For all my grousing about Aslas’s temperament and behavior, I had been the one to harm her.
And finally, the most painful word of them all:
Goodbye.
There was a dead finality to it, a sense that this truly was the end as far as she was concerned.
She hadn’t merely turned us down…
She never intended on coming back.
I dropped the pad and ran back into the bathroom.
I knew my senses had picked up on something, some subtext underneath Beth’s words and emotions.
Something was wrong, some thought process that did not make sense.
I yelled at Aslas, who was still in the process of rinsing off his soapsuds, gibbering nonsense to himself.
I yanked the door open and Aslas, taken by surprise, screamed in a high-pitched female-like bellow and spun around, pressing himself to the tiles.
“Hurry up!” I yelled. “We have to leave. Now!”
“Haven’t you been listening to a word I said?” Aslas snapped in response. “I don’t want you looking at me naked! Or touching me!”
“We don’t have time for this!” I growled, reaching into the shower stall and yanking him out.
I grabbed a towel and threw it at him. “Get dried!”
“All right! All right!” the Prince hissed. “I know it’s Steyatt but there is such a thing as patience, you know.”
“It’s Beth, you dolt!

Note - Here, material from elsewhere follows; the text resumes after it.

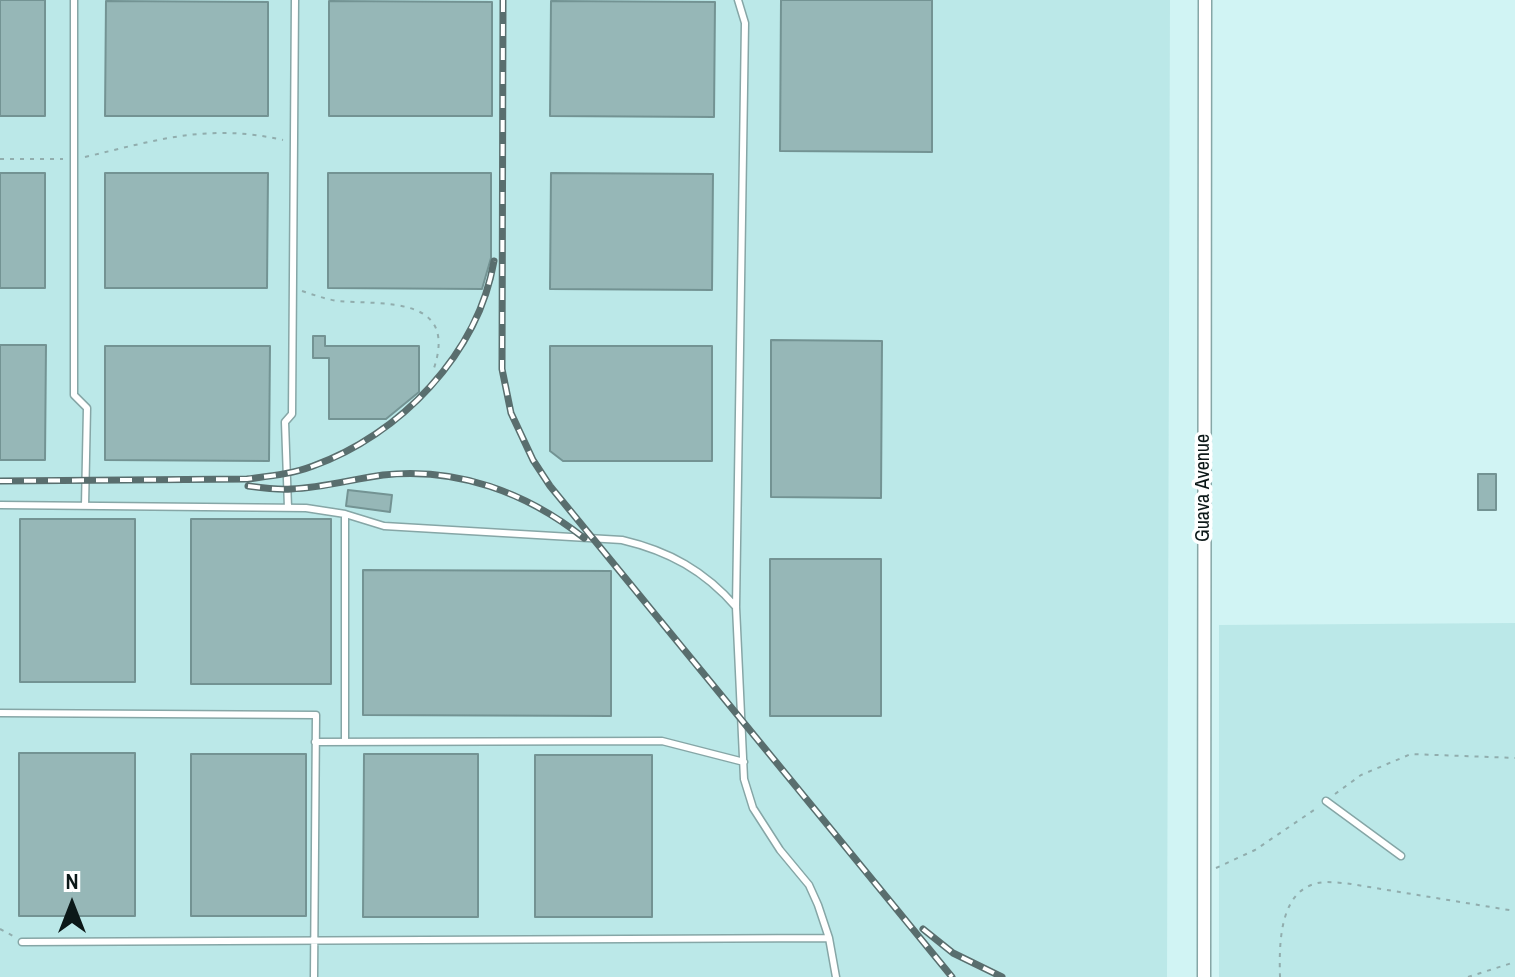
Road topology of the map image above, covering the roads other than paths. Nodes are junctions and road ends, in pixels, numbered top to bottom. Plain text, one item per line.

She’s gone!”
“What do you mean, she’s gone?”
“What do you think it means? It means she’s not here! Hurry up!”
I didn’t tell him about the note as he would only want to keep on talking.
Without waiting for him, I grabbed my clothes from the drying rack, turned on my heel and marched back out into the room where I immediately pulled them on.
Something was going on here, something I did not have the full information of.
Something Beth had told me, something she had said.
Something—
There was a loud bang as Aslas hurried to get dressed.
When he came out, his scales were still slick with water, no doubt from the fear it would waste too much time.
He finished pulling on his shirt.
“We have to find her,” I said. “Beth. We have to talk to her.”